_TASK INPUT_
- - - -

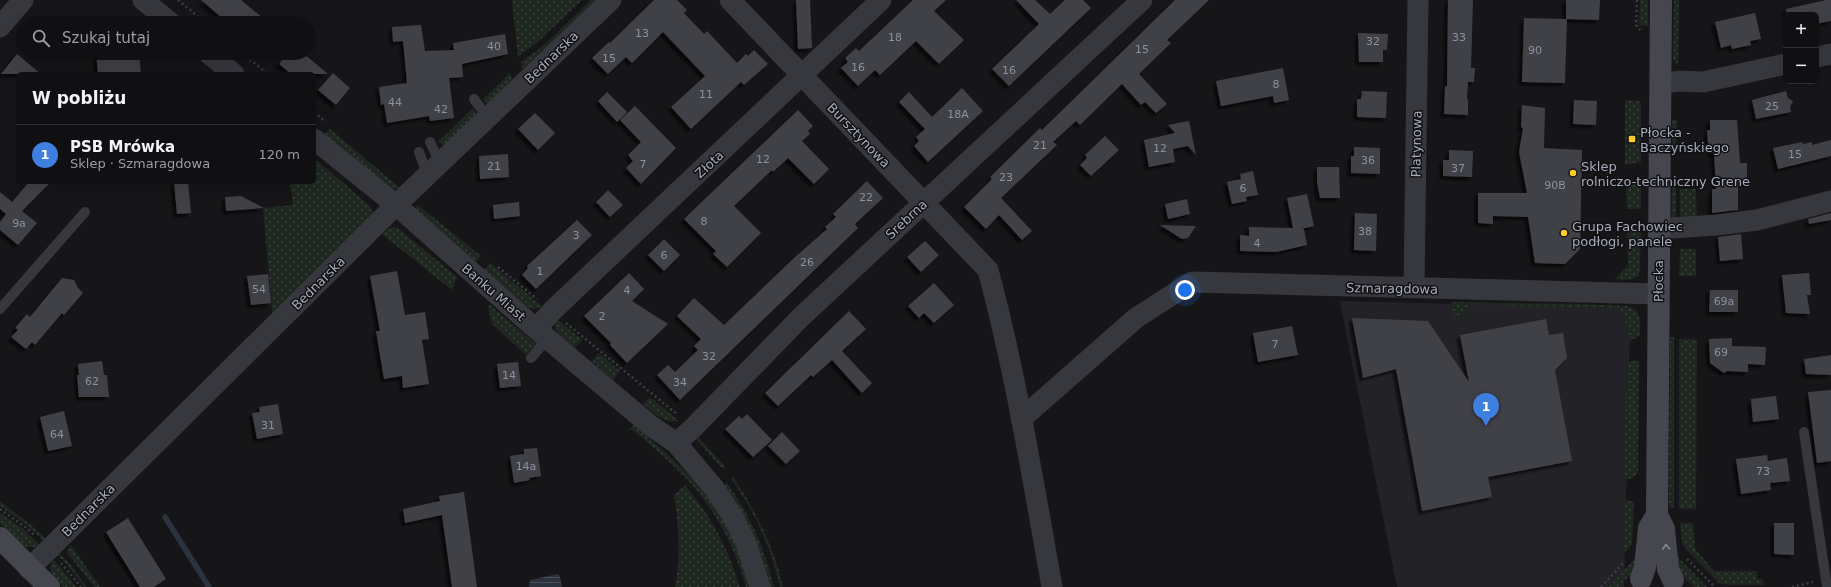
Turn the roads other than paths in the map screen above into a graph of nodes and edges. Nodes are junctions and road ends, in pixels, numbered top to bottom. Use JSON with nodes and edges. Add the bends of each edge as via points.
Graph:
{"nodes":[{"id":1,"x":23,"y":0,"type":"edge"},
{"id":2,"x":143,"y":0,"type":"edge"},
{"id":3,"x":611,"y":0,"type":"edge"},
{"id":4,"x":730,"y":0,"type":"edge"},
{"id":5,"x":881,"y":0,"type":"edge"},
{"id":6,"x":1142,"y":0,"type":"edge"},
{"id":7,"x":1418,"y":0,"type":"edge"},
{"id":8,"x":1661,"y":0,"type":"edge"},
{"id":9,"x":162,"y":16,"type":"edge"},
{"id":10,"x":0,"y":27,"type":"edge"},
{"id":11,"x":1831,"y":54,"type":"edge"},
{"id":12,"x":1819,"y":56,"type":"edge"},
{"id":13,"x":217,"y":60,"type":"edge"},
{"id":14,"x":1783,"y":65,"type":"edge"},
{"id":15,"x":232,"y":72,"type":"edge"},
{"id":16,"x":802,"y":76,"type":"junction"},
{"id":17,"x":1660,"y":84,"type":"junction"},
{"id":18,"x":474,"y":99,"type":"dead end"},
{"id":19,"x":488,"y":118,"type":"junction"},
{"id":20,"x":316,"y":141,"type":"edge"},
{"id":21,"x":430,"y":142,"type":"dead end"},
{"id":22,"x":419,"y":152,"type":"dead end"},
{"id":23,"x":434,"y":170,"type":"junction"},
{"id":24,"x":924,"y":202,"type":"junction"},
{"id":25,"x":1831,"y":202,"type":"edge"},
{"id":26,"x":396,"y":205,"type":"junction"},
{"id":27,"x":85,"y":212,"type":"dead end"},
{"id":28,"x":1658,"y":229,"type":"junction"},
{"id":29,"x":1414,"y":288,"type":"junction"},
{"id":30,"x":1658,"y":294,"type":"junction"},
{"id":31,"x":0,"y":309,"type":"edge"},
{"id":32,"x":542,"y":334,"type":"junction"},
{"id":33,"x":531,"y":358,"type":"dead end"},
{"id":34,"x":1021,"y":419,"type":"junction"},
{"id":35,"x":1804,"y":432,"type":"dead end"},
{"id":36,"x":676,"y":443,"type":"junction"},
{"id":37,"x":1656,"y":515,"type":"junction"},
{"id":38,"x":0,"y":538,"type":"edge"},
{"id":39,"x":29,"y":569,"type":"junction"},
{"id":40,"x":1635,"y":583,"type":"edge"},
{"id":41,"x":1678,"y":583,"type":"edge"},
{"id":42,"x":49,"y":587,"type":"edge"},
{"id":43,"x":760,"y":587,"type":"edge"},
{"id":44,"x":1052,"y":587,"type":"edge"},
{"id":45,"x":1827,"y":587,"type":"edge"}],
"edges":[{"from":1,"to":10,"type":"street"},
{"from":2,"to":9,"type":"street"},
{"from":3,"to":19,"type":"street","name":"Bednarska"},
{"from":4,"to":16,"type":"street","name":"Bursztynowa"},
{"from":5,"to":16,"type":"street","name":"Złota"},
{"from":6,"to":24,"type":"street","name":"Srebrna"},
{"from":7,"to":29,"type":"street","name":"Platynowa"},
{"from":8,"to":17,"type":"street","name":"Płocka"},
{"from":11,"to":12,"type":"street"},
{"from":13,"to":15,"type":"street"},
{"from":14,"to":17,"type":"street","via":[[1703,82]]},
{"from":16,"to":24,"type":"street","name":"Bursztynowa"},
{"from":16,"to":32,"type":"street","name":"Złota","via":[[552,311]]},
{"from":17,"to":28,"type":"street","name":"Płocka"},
{"from":18,"to":19,"type":"lane"},
{"from":19,"to":23,"type":"street","name":"Bednarska"},
{"from":20,"to":26,"type":"street","name":"Banku Miast"},
{"from":21,"to":23,"type":"lane"},
{"from":22,"to":23,"type":"lane"},
{"from":23,"to":26,"type":"street","name":"Bednarska"},
{"from":24,"to":34,"type":"street","name":"Bursztynowa","via":[[988,270]]},
{"from":24,"to":36,"type":"street","name":"Srebrna","via":[[801,317]]},
{"from":25,"to":28,"type":"street","via":[[1758,220]]},
{"from":26,"to":32,"type":"street","name":"Banku Miast"},
{"from":26,"to":39,"type":"street","name":"Bednarska"},
{"from":27,"to":31,"type":"lane"},
{"from":28,"to":30,"type":"street","name":"Płocka"},
{"from":29,"to":30,"type":"street","name":"Szmaragdowa"},
{"from":29,"to":34,"type":"street","name":"Szmaragdowa","via":[[1192,282],[1136,318]]},
{"from":30,"to":37,"type":"street","name":"Płocka"},
{"from":32,"to":33,"type":"lane"},
{"from":32,"to":36,"type":"street","name":"Banku Miast","via":[[651,426]]},
{"from":34,"to":44,"type":"street"},
{"from":35,"to":45,"type":"lane"},
{"from":36,"to":43,"type":"street","name":"Banku Miast","via":[[714,488],[732,515],[746,543]]},
{"from":37,"to":40,"type":"street","name":"Płocka","via":[[1649,528],[1645,567]]},
{"from":41,"to":37,"type":"street","name":"Płocka","one_way":true,"via":[[1668,569],[1664,529]]},
{"from":38,"to":39,"type":"street"},
{"from":39,"to":42,"type":"street"},
{"from":40,"to":41,"type":"street","via":[[1651,576],[1662,576]]}]}
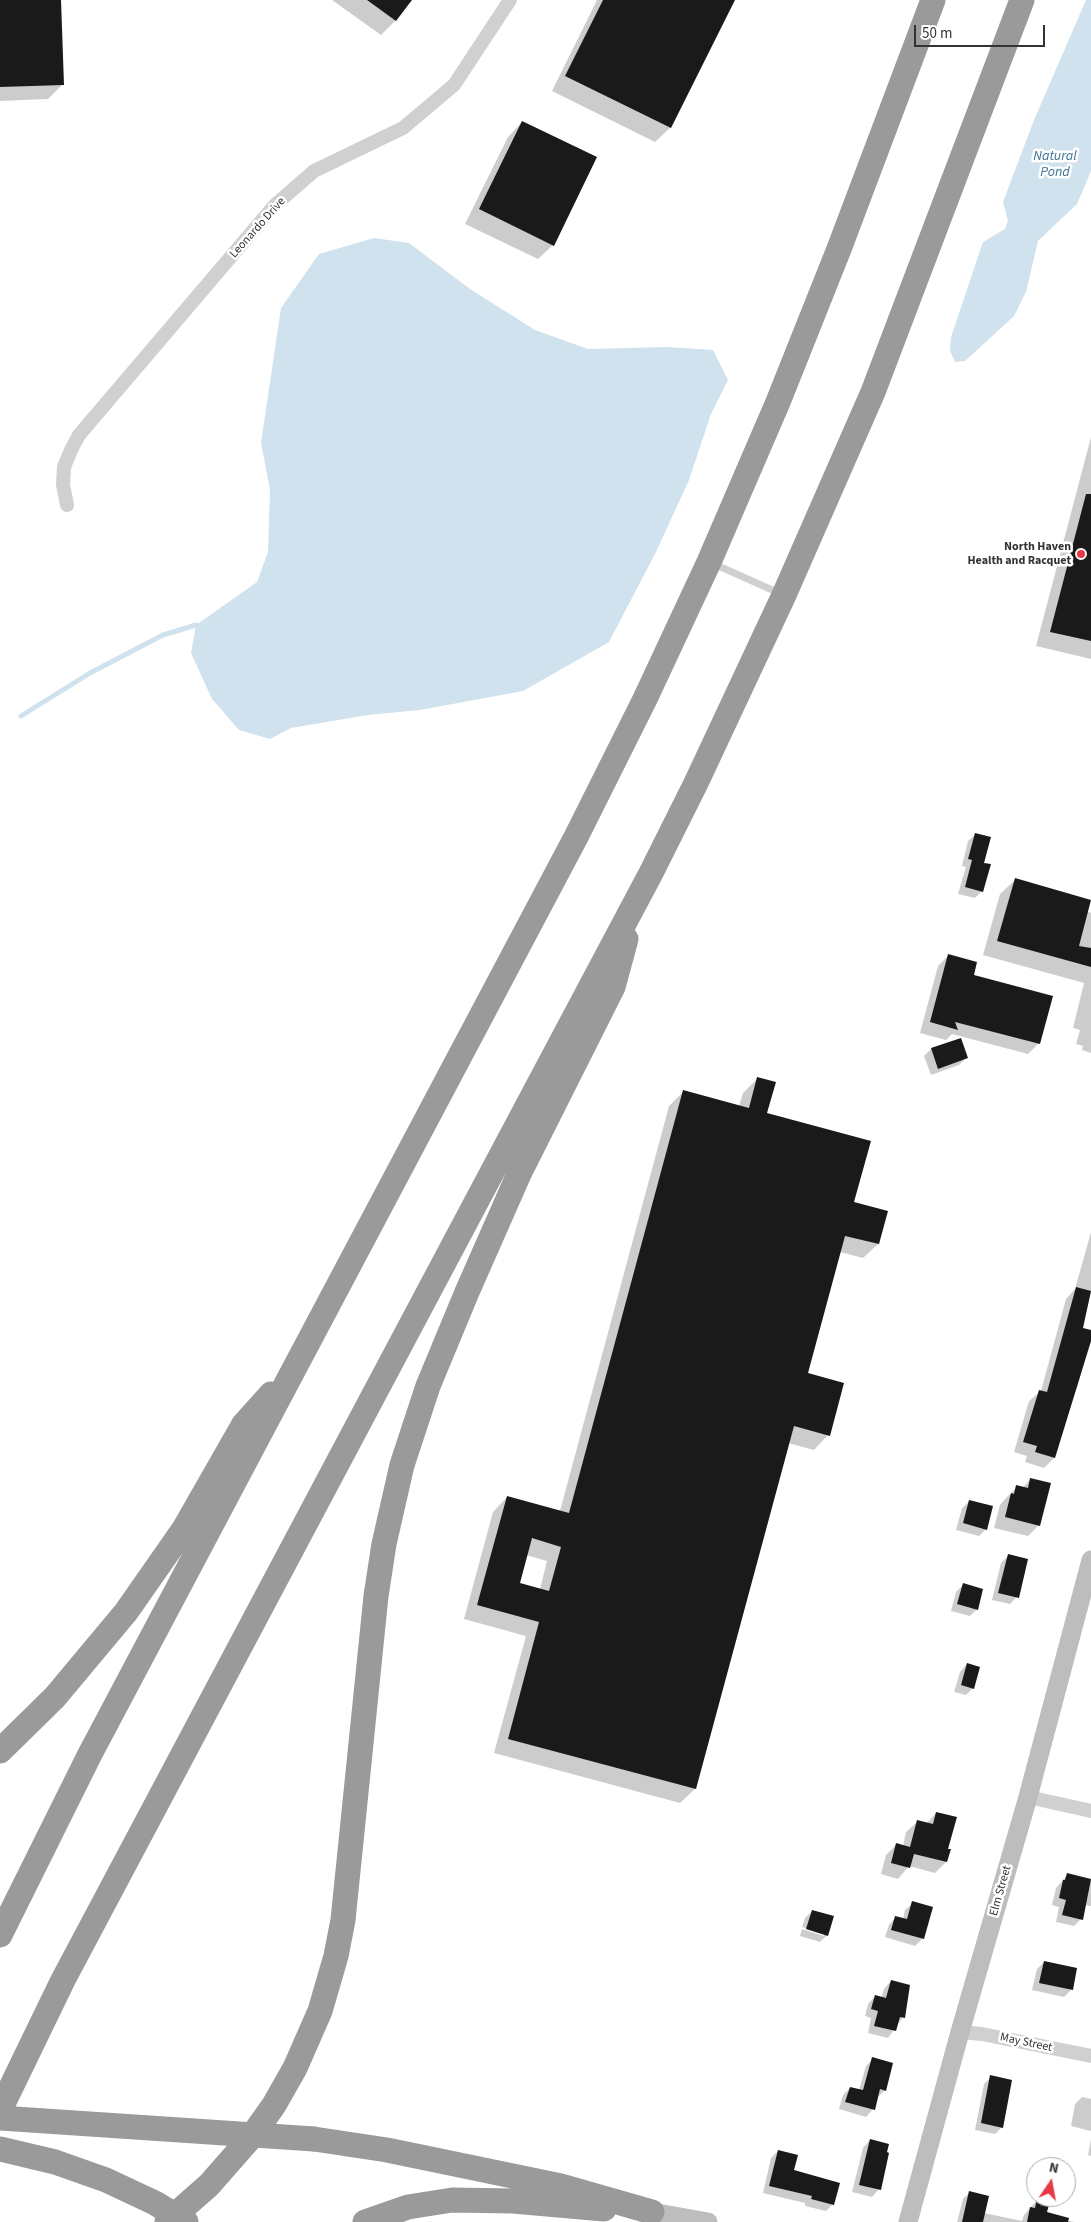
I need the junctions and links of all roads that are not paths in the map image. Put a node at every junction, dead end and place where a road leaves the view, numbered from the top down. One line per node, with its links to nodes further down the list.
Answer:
1 (510, 0): 4 (street, Leonardo Drive)
2 (933, 0): 5 (highway)
3 (1022, 0): 6 (highway)
4 (67, 505)
5 (709, 562): 6 (lane); 8 (highway)
6 (784, 596): 7 (highway)
7 (630, 911): 16 (highway); 20 (highway)
8 (290, 1378): 10 (highway); 13 (highway)
9 (1091, 1560): 11 (street, Elm Street)
10 (0, 1751)
11 (1028, 1797): 12 (street); 14 (street, Elm Street)
12 (1091, 1811)
13 (0, 1935)
14 (960, 2032): 15 (street, May Street); 24 (street, Elm Street)
15 (1091, 2056)
16 (0, 2110)
17 (0, 2118): 19 (highway, bridge)
18 (0, 2149): 21 (highway, bridge)
19 (652, 2212): 22 (highway); 23 (street)
20 (167, 2222)
21 (186, 2222)
22 (365, 2222)
23 (708, 2222)
24 (908, 2222)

- - - -

Check each line of the records for the word "junctions", and show the lines that contain it.

_WRITTEN SOLUTION_
Turn the roads other than paths in the map screen above into a graph of nodes and edges. Nodes are junctions and road ends, in pixels, numbered top to bottom. Use JSON with nodes and edges. Add the bends of each edge as via points.
I need the junctions and links of all roads that are not paths in the map image. Put a node at every junction, dead end and place where a road leaves the view, numbered from the top down. One line per node, with its links to nodes further down the list.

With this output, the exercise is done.